Assessore alla Cultura Regione Toscana Paolo Cocchi vede l’anteprima del film “Miracolo a Sant’Anna”

santanna“Miracolo a Sant’Anna” servirà anche ad accendere nuova memoria”. Firenze «Un film non è un saggio storico, da una fiction non ci si può attendere precisione scientifica come bene ha dimostrato anche Roberto Benigni con un capolavoro di poesia per raccontare ciò che di meno poetico può esistere, un campo di concentramento: i film stanno su un terreno diverso, quello che unisce passione e commozione nutrendosi anche di invenzione, il terreno della poesia e, in certi casi, anche dell’impegno civile». Così Paolo Cocchi, assessore alla Cultura in Regione Toscana, a margine dell’incontro “Cinema e Memoria” voluto all’Altana di Palazzo Strozzi dalla Regione - con Fondazione Mediateca, Fondazione Monte Paschi di Siena e Istituto di Scienze Umane – nella giornata che, a Firenze, vede l’anteprima del film “Miracolo a Sant’Anna”. Sia il regista («Attraverso questo film molti americani si renderanno conto che c’è stata una Resistenza anche in Italia», ha detto Spike Lee) che lo sceneggiatore e autore del romanzo («Come americano nero non posso che rispettare i partigiani», ha aggiunto James McBride) hanno usato parole di rispetto per il movimento dei partigiani.

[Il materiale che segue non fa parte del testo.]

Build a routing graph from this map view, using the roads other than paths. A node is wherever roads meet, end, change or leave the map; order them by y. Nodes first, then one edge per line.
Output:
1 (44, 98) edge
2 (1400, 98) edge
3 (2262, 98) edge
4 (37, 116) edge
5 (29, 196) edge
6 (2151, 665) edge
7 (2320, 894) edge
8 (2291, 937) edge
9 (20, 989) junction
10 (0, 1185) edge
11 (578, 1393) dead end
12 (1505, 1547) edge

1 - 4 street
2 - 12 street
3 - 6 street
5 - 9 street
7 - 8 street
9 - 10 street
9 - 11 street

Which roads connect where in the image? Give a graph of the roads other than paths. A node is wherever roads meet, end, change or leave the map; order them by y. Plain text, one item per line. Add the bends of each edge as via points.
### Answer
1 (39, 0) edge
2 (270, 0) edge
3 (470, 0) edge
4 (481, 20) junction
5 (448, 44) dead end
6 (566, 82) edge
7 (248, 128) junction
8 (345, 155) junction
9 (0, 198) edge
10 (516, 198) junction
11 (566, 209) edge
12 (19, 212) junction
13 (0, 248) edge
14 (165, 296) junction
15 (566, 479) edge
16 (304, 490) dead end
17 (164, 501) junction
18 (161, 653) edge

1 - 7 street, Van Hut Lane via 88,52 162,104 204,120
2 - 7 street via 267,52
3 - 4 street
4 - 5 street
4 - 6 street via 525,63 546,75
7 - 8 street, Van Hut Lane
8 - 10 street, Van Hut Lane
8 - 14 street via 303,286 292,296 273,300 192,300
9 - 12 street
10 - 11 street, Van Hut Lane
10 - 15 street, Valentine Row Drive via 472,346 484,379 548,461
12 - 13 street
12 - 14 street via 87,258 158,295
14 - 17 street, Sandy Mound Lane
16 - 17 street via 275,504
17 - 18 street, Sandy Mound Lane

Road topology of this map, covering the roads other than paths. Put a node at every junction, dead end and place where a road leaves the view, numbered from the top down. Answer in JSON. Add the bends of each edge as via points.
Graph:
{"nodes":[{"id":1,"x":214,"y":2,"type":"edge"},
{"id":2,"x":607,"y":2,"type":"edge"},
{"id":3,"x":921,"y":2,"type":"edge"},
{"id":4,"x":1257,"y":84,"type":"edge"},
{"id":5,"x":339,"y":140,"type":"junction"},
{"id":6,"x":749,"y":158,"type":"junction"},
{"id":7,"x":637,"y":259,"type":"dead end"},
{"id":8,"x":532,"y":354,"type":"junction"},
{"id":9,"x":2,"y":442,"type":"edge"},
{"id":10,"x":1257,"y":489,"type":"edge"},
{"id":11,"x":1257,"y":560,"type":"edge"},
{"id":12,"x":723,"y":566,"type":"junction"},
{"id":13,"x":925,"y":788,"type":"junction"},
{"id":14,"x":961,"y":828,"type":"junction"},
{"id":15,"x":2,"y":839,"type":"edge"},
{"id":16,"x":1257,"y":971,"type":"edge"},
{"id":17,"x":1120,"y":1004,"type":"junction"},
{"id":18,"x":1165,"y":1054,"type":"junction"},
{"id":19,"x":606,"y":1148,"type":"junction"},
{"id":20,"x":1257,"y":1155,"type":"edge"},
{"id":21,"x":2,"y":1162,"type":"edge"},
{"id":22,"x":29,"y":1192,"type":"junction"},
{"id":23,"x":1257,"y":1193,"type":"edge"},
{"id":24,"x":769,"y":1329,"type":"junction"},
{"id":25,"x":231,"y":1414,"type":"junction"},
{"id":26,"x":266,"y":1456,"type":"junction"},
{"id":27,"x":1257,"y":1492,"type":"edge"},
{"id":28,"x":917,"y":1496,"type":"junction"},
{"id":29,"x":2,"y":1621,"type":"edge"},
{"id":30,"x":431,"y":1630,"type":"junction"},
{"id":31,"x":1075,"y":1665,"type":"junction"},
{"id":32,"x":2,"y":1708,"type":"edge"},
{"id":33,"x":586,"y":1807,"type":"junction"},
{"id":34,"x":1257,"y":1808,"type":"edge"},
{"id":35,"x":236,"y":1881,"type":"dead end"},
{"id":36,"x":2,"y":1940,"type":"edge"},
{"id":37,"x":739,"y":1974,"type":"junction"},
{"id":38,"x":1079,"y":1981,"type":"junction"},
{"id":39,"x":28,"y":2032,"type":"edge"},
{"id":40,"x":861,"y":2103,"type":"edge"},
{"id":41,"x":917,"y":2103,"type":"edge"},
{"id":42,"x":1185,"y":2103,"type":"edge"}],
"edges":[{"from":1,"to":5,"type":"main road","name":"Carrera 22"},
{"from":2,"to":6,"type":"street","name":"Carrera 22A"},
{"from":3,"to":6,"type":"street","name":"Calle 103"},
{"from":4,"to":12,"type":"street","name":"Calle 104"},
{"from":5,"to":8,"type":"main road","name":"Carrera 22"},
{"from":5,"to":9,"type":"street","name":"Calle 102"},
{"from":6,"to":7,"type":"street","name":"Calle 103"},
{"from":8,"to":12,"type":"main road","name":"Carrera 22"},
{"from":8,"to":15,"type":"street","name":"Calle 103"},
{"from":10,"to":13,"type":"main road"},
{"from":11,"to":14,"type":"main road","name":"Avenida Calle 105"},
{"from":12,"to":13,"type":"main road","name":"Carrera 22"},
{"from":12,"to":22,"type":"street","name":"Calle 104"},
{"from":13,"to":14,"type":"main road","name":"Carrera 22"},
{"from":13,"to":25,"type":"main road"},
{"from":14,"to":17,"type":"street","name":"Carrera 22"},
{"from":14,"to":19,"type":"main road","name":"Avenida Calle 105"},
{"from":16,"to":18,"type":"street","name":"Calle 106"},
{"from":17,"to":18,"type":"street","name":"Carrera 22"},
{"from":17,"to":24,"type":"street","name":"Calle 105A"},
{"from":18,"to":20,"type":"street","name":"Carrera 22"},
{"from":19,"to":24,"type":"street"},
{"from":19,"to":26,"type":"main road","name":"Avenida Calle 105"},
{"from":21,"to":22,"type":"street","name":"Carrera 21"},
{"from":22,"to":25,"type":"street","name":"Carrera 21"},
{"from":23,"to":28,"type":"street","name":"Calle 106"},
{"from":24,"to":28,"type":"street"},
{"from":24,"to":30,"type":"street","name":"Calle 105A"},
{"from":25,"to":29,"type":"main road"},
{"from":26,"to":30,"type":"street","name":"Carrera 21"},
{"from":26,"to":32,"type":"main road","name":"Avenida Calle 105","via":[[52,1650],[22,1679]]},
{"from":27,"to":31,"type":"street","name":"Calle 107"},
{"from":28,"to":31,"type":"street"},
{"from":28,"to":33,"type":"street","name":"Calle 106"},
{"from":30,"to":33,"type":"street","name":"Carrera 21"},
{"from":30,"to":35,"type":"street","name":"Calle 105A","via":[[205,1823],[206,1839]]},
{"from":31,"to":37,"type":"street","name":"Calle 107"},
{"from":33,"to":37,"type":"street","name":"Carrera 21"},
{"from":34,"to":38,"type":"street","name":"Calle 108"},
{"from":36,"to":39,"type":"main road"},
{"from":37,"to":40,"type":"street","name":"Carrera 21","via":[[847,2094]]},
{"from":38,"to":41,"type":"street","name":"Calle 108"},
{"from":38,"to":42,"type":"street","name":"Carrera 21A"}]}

Entrambi hanno invitato a riflettere sul fatto che che si tratta di una fiction («Sono uno scrittore commerciale di romanzi storici - ha precisato McBride – e ho dovuto trovare un modo per presentare questa storia al mondo: osservando la croce sulla sommità della chiesetta di Sant’Anna, Dio mi ha dato l’idea del miracolo»).